An employee checks a printed circuit board containing integrated circuit microchips at CSI Electronic Manufacturing Services Ltd. in Witham, the UK, on April 28, 2021. Photo: VCG
A Chinese technology firm announced on Tuesday that they developed a 7-nanometer auto chip which could supplement the country's auto chip supplies, local media reported.
SiEngine Technology Co, based in Hubei Province and owned by Chinese auto manufacturer Geely Group, announced that the company had developed a 7-nanometer intelligent car cockpit control chip SE1000, the Hubei Daily reported on Tuesday.
The manager of SiEngine Technology Co in Wuhan, Hubei, said the SE1000 auto chip will be launched in the fourth quarter of 2021, and he forecasts that testing on vehicles will be done in 2022, said the report.

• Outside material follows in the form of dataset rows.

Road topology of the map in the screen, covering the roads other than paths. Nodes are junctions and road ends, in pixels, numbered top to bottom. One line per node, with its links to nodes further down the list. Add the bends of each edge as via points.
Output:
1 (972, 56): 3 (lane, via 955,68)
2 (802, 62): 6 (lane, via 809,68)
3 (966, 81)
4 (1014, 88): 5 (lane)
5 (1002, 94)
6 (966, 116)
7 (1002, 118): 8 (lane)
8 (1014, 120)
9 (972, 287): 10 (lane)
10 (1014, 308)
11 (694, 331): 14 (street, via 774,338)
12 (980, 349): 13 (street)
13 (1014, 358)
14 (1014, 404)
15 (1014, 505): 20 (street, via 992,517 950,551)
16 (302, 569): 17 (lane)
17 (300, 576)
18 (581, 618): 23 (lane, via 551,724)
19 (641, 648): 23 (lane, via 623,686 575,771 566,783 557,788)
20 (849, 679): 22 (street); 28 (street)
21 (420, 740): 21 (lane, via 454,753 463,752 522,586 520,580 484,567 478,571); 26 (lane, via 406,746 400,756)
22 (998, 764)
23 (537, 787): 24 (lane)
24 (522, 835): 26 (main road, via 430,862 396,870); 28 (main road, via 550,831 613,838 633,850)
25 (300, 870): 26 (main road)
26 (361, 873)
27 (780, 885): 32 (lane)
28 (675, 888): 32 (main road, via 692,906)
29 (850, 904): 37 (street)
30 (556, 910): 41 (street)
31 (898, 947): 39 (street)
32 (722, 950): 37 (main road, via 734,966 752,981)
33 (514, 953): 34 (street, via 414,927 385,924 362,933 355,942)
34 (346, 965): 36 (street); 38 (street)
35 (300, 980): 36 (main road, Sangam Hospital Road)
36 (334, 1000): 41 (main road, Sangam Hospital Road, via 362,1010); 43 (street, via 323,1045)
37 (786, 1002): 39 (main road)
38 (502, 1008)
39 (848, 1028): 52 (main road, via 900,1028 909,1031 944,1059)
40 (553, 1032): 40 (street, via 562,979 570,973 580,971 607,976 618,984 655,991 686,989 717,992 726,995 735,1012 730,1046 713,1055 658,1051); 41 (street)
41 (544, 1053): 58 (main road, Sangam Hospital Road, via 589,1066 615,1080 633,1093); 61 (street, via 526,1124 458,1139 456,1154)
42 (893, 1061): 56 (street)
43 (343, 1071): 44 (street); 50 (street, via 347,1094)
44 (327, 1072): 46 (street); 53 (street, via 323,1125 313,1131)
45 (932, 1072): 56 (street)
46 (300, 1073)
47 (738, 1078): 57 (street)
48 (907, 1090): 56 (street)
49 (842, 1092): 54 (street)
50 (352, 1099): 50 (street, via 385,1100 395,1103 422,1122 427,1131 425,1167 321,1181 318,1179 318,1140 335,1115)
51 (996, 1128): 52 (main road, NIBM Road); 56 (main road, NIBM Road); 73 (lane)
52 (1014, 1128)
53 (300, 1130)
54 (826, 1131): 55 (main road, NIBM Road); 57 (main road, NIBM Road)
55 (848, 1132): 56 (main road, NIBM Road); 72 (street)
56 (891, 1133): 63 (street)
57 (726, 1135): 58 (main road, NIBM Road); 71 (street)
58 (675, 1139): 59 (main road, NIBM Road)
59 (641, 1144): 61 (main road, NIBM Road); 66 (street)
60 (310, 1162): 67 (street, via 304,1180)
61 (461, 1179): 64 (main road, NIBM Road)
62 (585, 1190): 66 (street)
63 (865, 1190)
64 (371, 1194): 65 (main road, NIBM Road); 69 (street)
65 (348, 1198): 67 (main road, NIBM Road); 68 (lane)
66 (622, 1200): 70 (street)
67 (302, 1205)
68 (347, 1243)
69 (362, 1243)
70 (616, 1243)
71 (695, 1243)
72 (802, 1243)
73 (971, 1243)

Chinese auto chip makers are advancing R&D to generate high-end auto chips, which has been dominated by foreign suppliers including German's Infineon Technologies and Japan's Mitsubishi Electric, analysts said.
"It is relatively easier to design the 7-nanometer auto chip than to produce it," Xiang Ligang, director-general of the Beijing-based Information Consumption Alliance, told Global Times on Tuesday. He noted that there are only a few companies that have grasped the technology to produce 7-nanometer semiconductors.
Data shows that Chinese carmakers imports 90 to 95 percent of their chips from abroad. Xiang believed that the estimated mass production of SE1000 may boost China's competiveness in the global auto chip race.